The statement “M>0.9” produces a Boolean variable (either “TRUE” or “FALSE”). You can get create Booleans in a few ways. Here are some examples:
a <- 1
b <- 3
print(a == b)
## [1] FALSE
print(a <= b-2)
## [1] TRUE
print(-a > -b && 10*a > b)
## [1] TRUE
print(a > 50 || b > 0)
## [1] TRUE
Note the difference between “a==b” and “a=b”. With double equals, you’re testing whether or not these things are the same. With a single equals, you’re copying the value of “b” into the variable “a”.
The and “&&” and or “||” can be strung together into more complicated expressions; I suggest using lots of parentheses since (A && B) || C is different than A && (B || C).
Let’s make a line plot illustrating the function \(f(x) = 1 + 2\sin(2x) + 2\sin(4x)\), between the bounds \(x=0\) and \(x = 2\pi\).

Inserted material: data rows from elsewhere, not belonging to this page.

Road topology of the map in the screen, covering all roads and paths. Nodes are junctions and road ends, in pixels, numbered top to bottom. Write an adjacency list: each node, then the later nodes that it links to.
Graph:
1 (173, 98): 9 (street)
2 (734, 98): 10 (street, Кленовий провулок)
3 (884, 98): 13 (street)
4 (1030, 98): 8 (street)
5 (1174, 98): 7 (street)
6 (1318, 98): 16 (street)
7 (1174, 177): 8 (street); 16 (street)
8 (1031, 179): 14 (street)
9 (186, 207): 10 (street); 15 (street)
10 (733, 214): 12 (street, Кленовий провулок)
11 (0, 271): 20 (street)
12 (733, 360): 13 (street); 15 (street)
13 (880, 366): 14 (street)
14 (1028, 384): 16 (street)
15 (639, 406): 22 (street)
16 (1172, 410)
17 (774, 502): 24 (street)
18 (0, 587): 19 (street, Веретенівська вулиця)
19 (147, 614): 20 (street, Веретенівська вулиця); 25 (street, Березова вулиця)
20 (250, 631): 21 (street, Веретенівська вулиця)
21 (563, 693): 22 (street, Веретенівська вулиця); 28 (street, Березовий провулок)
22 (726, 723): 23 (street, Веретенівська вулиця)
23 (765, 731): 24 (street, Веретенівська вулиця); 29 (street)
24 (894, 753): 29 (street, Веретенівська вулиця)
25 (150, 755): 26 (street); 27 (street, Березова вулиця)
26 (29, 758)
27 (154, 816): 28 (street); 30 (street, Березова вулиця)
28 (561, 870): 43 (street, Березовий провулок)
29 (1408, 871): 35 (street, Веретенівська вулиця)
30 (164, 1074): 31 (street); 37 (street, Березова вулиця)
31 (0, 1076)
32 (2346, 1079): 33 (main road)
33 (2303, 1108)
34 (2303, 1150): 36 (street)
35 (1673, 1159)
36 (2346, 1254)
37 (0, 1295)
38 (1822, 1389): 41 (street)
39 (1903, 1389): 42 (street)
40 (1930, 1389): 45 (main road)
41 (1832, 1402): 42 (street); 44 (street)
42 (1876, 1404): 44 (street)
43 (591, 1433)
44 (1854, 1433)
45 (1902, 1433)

To do this, we start by making a vector of numbers varying from \(0\) to \(2\pi\). These are the values of the horizontal coordinate.
x = 0:100 / 100 * 2 * pi
Next we’ll build a vector of \(y\)-values corresponding to these \(x\)-values:
y = 1 + 2*sin(2*x) + 2*sin(4*x)
Finally we’ll make a plot! You can just type “plot(x,y)”, but you get a prettier result if you enable the “ggplot2” package and type the following:
qplot(x,y)
You can see in this figure that we used 101 points. If you want them connected in a nice line, you can give another argument like this one:
qplot(x,y,geom="line")
In the preceding figure there are a few places where the graph has sharp corners. It would be better if we had used about a thousand points instead of 101.